HOW TO COMPLETE THIS TASK:
Every record below should be printed again exactly, with its pictures removed.

EXTRACTED DATA:
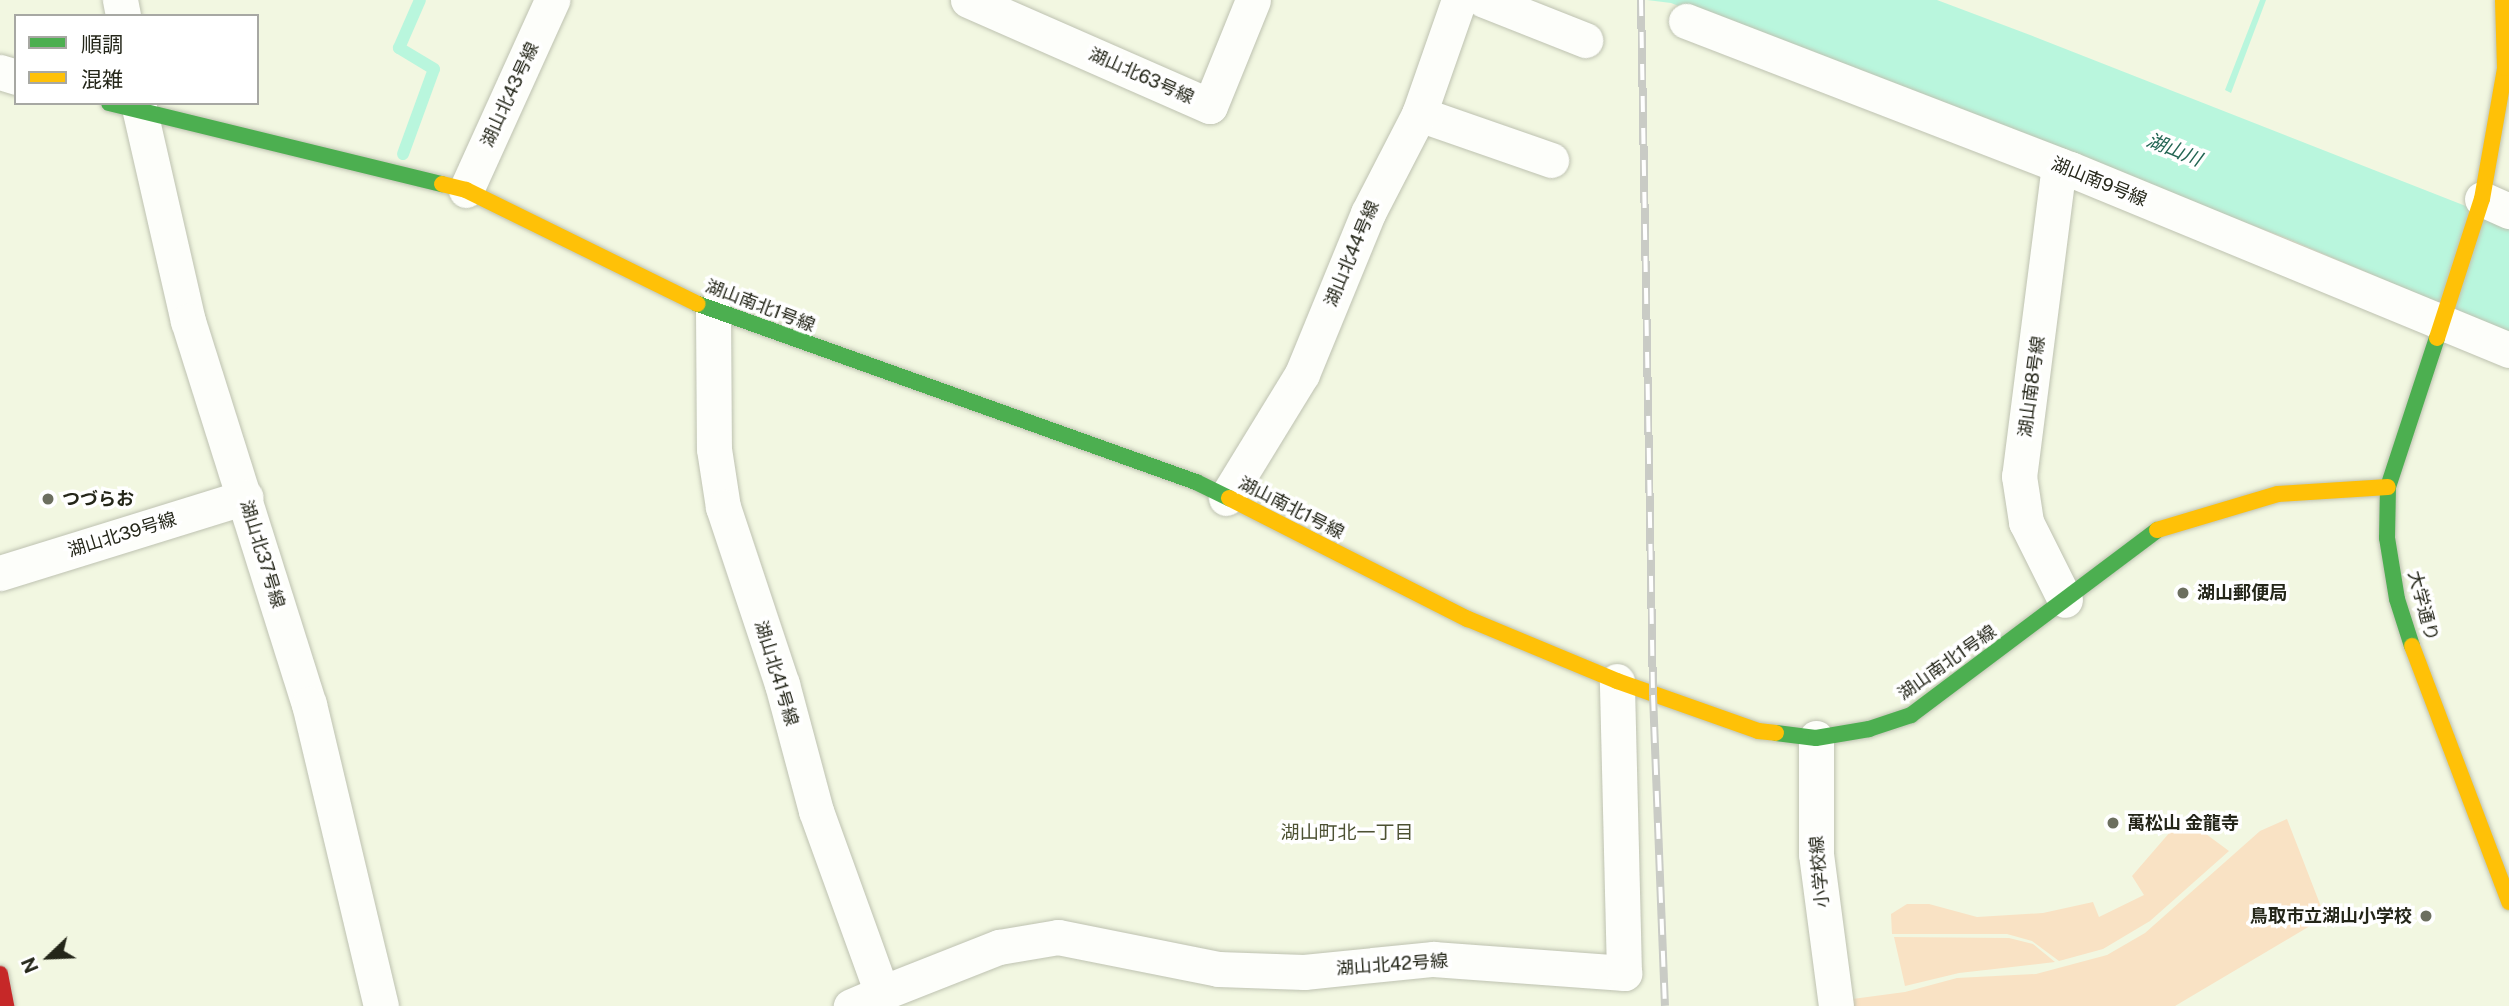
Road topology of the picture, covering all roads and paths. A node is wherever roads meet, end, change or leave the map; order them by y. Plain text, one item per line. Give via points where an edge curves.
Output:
1 (552, 0) edge
2 (968, 0) edge
3 (1253, 0) edge
4 (1459, 0) edge
5 (1484, 0) edge
6 (2503, 0) edge
7 (1686, 21) dead end
8 (1585, 40) dead end
9 (2507, 68) edge
10 (129, 106) edge
11 (1419, 114) junction
12 (1551, 160) dead end
13 (2059, 165) junction
14 (466, 190) junction
15 (2490, 205) edge
16 (713, 311) junction
17 (2441, 318) junction
18 (2509, 350) edge
19 (2388, 486) junction
20 (244, 496) junction
21 (1226, 498) junction
22 (0, 573) edge
23 (2065, 600) junction
24 (1617, 681) junction
25 (1816, 738) junction
26 (2509, 902) edge
27 (0, 974) edge
28 (866, 999) edge
29 (6, 1006) edge
30 (381, 1006) edge
31 (1836, 1006) edge

1 - 14 street, 湖山北43号線
2 - 3 street, 湖山北63号線 via 1210,106
4 - 11 street, 湖山北44号線
5 - 8 street
6 - 9 street
7 - 13 street, 湖山南9号線
9 - 15 street
10 - 14 street, 湖山南北1号線
10 - 20 street, 湖山北37号線 via 188,321
11 - 12 street
11 - 21 street, 湖山北44号線 via 1368,213 1302,374
13 - 17 street, 湖山南9号線
13 - 23 street, 湖山南8号線 via 2019,476 2026,522
14 - 16 street, 湖山南北1号線
15 - 17 street, 大学通り
16 - 21 street, 湖山南北1号線 via 1196,482
16 - 28 street, 湖山北41号線 via 714,449 723,507 782,684
17 - 18 street, 湖山南9号線
17 - 19 street, 大学通り
19 - 23 street, 湖山南北1号線 via 2278,494 2196,515 2156,530
19 - 26 street, 大学通り via 2388,538 2397,598
20 - 22 street, 湖山北39号線
20 - 30 street, 湖山北37号線 via 309,704
21 - 24 street, 湖山南北1号線 via 1468,619
23 - 25 street, 湖山南北1号線 via 1911,715 1869,729
24 - 25 street, 湖山南北1号線 via 1758,731
24 - 28 street, 湖山北42号線 via 1624,973 1433,959 1304,972 1218,969 1058,937 999,947
25 - 31 street, 小学校線 via 1816,854
27 - 29 street

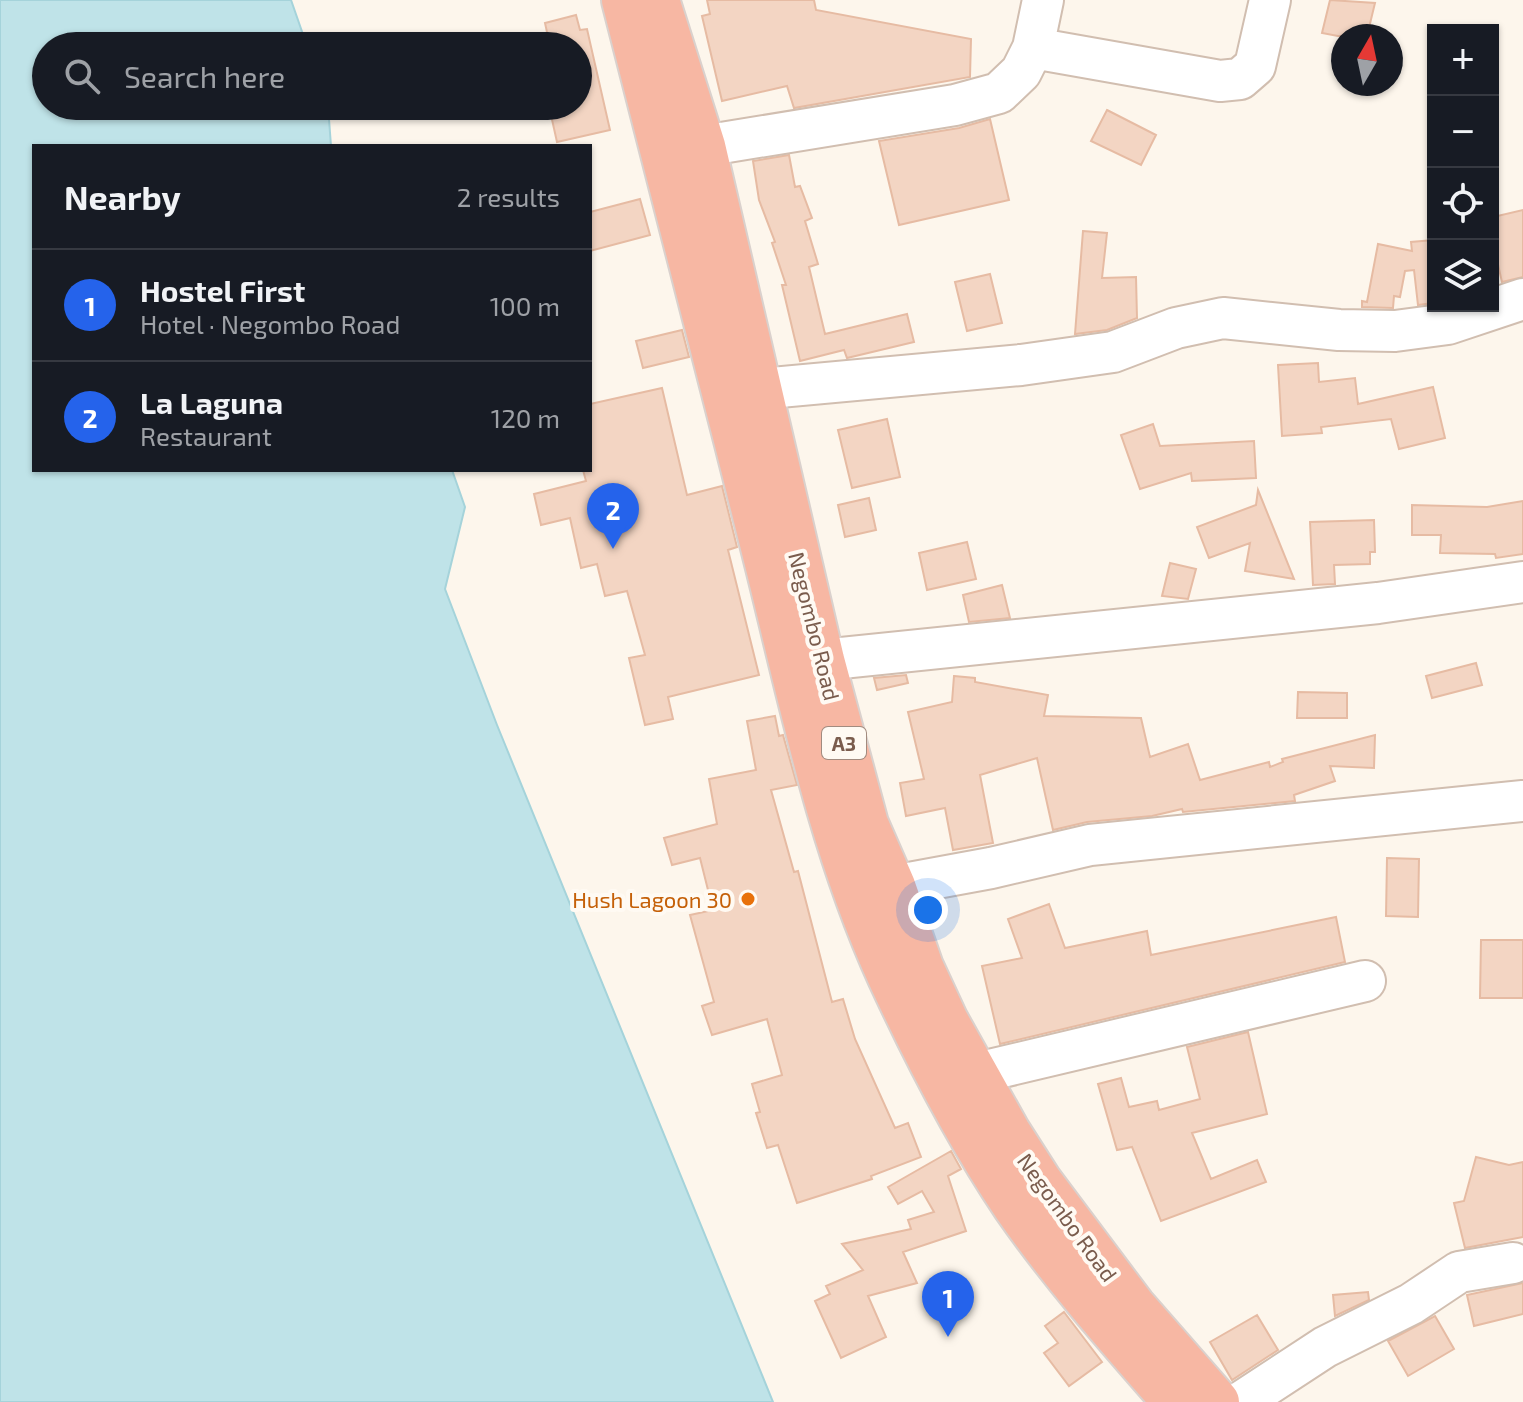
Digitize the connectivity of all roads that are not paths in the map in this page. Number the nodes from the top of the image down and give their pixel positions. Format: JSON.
{"nodes":[{"id":1,"x":624,"y":0,"type":"edge"},
{"id":2,"x":657,"y":0,"type":"edge"},
{"id":3,"x":1043,"y":0,"type":"edge"},
{"id":4,"x":1270,"y":0,"type":"edge"},
{"id":5,"x":1033,"y":48,"type":"junction"},
{"id":6,"x":703,"y":146,"type":"junction"},
{"id":7,"x":1523,"y":299,"type":"edge"},
{"id":8,"x":743,"y":394,"type":"junction"},
{"id":9,"x":1523,"y":582,"type":"edge"},
{"id":10,"x":807,"y":664,"type":"junction"},
{"id":11,"x":1523,"y":801,"type":"edge"},
{"id":12,"x":893,"y":886,"type":"junction"},
{"id":13,"x":1365,"y":981,"type":"dead end"},
{"id":14,"x":977,"y":1073,"type":"junction"},
{"id":15,"x":1513,"y":1263,"type":"dead end"},
{"id":16,"x":1175,"y":1402,"type":"edge"},
{"id":17,"x":1217,"y":1402,"type":"edge"},
{"id":18,"x":1241,"y":1402,"type":"edge"}],
"edges":[{"from":1,"to":8,"type":"highway","name":"Negombo Road","number":"A3"},
{"from":2,"to":6,"type":"highway","name":"Negombo Road","number":"A3"},
{"from":3,"to":5,"type":"street"},
{"from":4,"to":5,"type":"street"},
{"from":5,"to":6,"type":"street"},
{"from":6,"to":8,"type":"highway","name":"Negombo Road","number":"A3"},
{"from":7,"to":8,"type":"street"},
{"from":8,"to":10,"type":"highway","name":"Negombo Road","number":"A3"},
{"from":9,"to":10,"type":"street"},
{"from":10,"to":12,"type":"highway","name":"Negombo Road","number":"A3"},
{"from":10,"to":16,"type":"highway","name":"Negombo Road","number":"A3"},
{"from":11,"to":12,"type":"street"},
{"from":12,"to":14,"type":"highway","name":"Negombo Road","number":"A3"},
{"from":13,"to":14,"type":"street"},
{"from":14,"to":17,"type":"highway","name":"Negombo Road","number":"A3"},
{"from":15,"to":18,"type":"street"}]}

EXERCISE RESPONSE:
Road topology of the picture, covering all roads and paths. A node is wherever roads meet, end, change or leave the map; order them by y. Plain text, one item per line. Give via points where an edge curves.
Output:
1 (552, 0) edge
2 (968, 0) edge
3 (1253, 0) edge
4 (1459, 0) edge
5 (1484, 0) edge
6 (2503, 0) edge
7 (1686, 21) dead end
8 (1585, 40) dead end
9 (2507, 68) edge
10 (129, 106) edge
11 (1419, 114) junction
12 (1551, 160) dead end
13 (2059, 165) junction
14 (466, 190) junction
15 (2490, 205) edge
16 (713, 311) junction
17 (2441, 318) junction
18 (2509, 350) edge
19 (2388, 486) junction
20 (244, 496) junction
21 (1226, 498) junction
22 (0, 573) edge
23 (2065, 600) junction
24 (1617, 681) junction
25 (1816, 738) junction
26 (2509, 902) edge
27 (0, 974) edge
28 (866, 999) edge
29 (6, 1006) edge
30 (381, 1006) edge
31 (1836, 1006) edge

1 - 14 street, 湖山北43号線
2 - 3 street, 湖山北63号線 via 1210,106
4 - 11 street, 湖山北44号線
5 - 8 street
6 - 9 street
7 - 13 street, 湖山南9号線
9 - 15 street
10 - 14 street, 湖山南北1号線
10 - 20 street, 湖山北37号線 via 188,321
11 - 12 street
11 - 21 street, 湖山北44号線 via 1368,213 1302,374
13 - 17 street, 湖山南9号線
13 - 23 street, 湖山南8号線 via 2019,476 2026,522
14 - 16 street, 湖山南北1号線
15 - 17 street, 大学通り
16 - 21 street, 湖山南北1号線 via 1196,482
16 - 28 street, 湖山北41号線 via 714,449 723,507 782,684
17 - 18 street, 湖山南9号線
17 - 19 street, 大学通り
19 - 23 street, 湖山南北1号線 via 2278,494 2196,515 2156,530
19 - 26 street, 大学通り via 2388,538 2397,598
20 - 22 street, 湖山北39号線
20 - 30 street, 湖山北37号線 via 309,704
21 - 24 street, 湖山南北1号線 via 1468,619
23 - 25 street, 湖山南北1号線 via 1911,715 1869,729
24 - 25 street, 湖山南北1号線 via 1758,731
24 - 28 street, 湖山北42号線 via 1624,973 1433,959 1304,972 1218,969 1058,937 999,947
25 - 31 street, 小学校線 via 1816,854
27 - 29 street

Digitize the connectivity of all roads that are not paths in the map in this page. Number the nodes from the top of the image down and give their pixel positions. Format: JSON.
{"nodes":[{"id":1,"x":624,"y":0,"type":"edge"},
{"id":2,"x":657,"y":0,"type":"edge"},
{"id":3,"x":1043,"y":0,"type":"edge"},
{"id":4,"x":1270,"y":0,"type":"edge"},
{"id":5,"x":1033,"y":48,"type":"junction"},
{"id":6,"x":703,"y":146,"type":"junction"},
{"id":7,"x":1523,"y":299,"type":"edge"},
{"id":8,"x":743,"y":394,"type":"junction"},
{"id":9,"x":1523,"y":582,"type":"edge"},
{"id":10,"x":807,"y":664,"type":"junction"},
{"id":11,"x":1523,"y":801,"type":"edge"},
{"id":12,"x":893,"y":886,"type":"junction"},
{"id":13,"x":1365,"y":981,"type":"dead end"},
{"id":14,"x":977,"y":1073,"type":"junction"},
{"id":15,"x":1513,"y":1263,"type":"dead end"},
{"id":16,"x":1175,"y":1402,"type":"edge"},
{"id":17,"x":1217,"y":1402,"type":"edge"},
{"id":18,"x":1241,"y":1402,"type":"edge"}],
"edges":[{"from":1,"to":8,"type":"highway","name":"Negombo Road","number":"A3"},
{"from":2,"to":6,"type":"highway","name":"Negombo Road","number":"A3"},
{"from":3,"to":5,"type":"street"},
{"from":4,"to":5,"type":"street"},
{"from":5,"to":6,"type":"street"},
{"from":6,"to":8,"type":"highway","name":"Negombo Road","number":"A3"},
{"from":7,"to":8,"type":"street"},
{"from":8,"to":10,"type":"highway","name":"Negombo Road","number":"A3"},
{"from":9,"to":10,"type":"street"},
{"from":10,"to":12,"type":"highway","name":"Negombo Road","number":"A3"},
{"from":10,"to":16,"type":"highway","name":"Negombo Road","number":"A3"},
{"from":11,"to":12,"type":"street"},
{"from":12,"to":14,"type":"highway","name":"Negombo Road","number":"A3"},
{"from":13,"to":14,"type":"street"},
{"from":14,"to":17,"type":"highway","name":"Negombo Road","number":"A3"},
{"from":15,"to":18,"type":"street"}]}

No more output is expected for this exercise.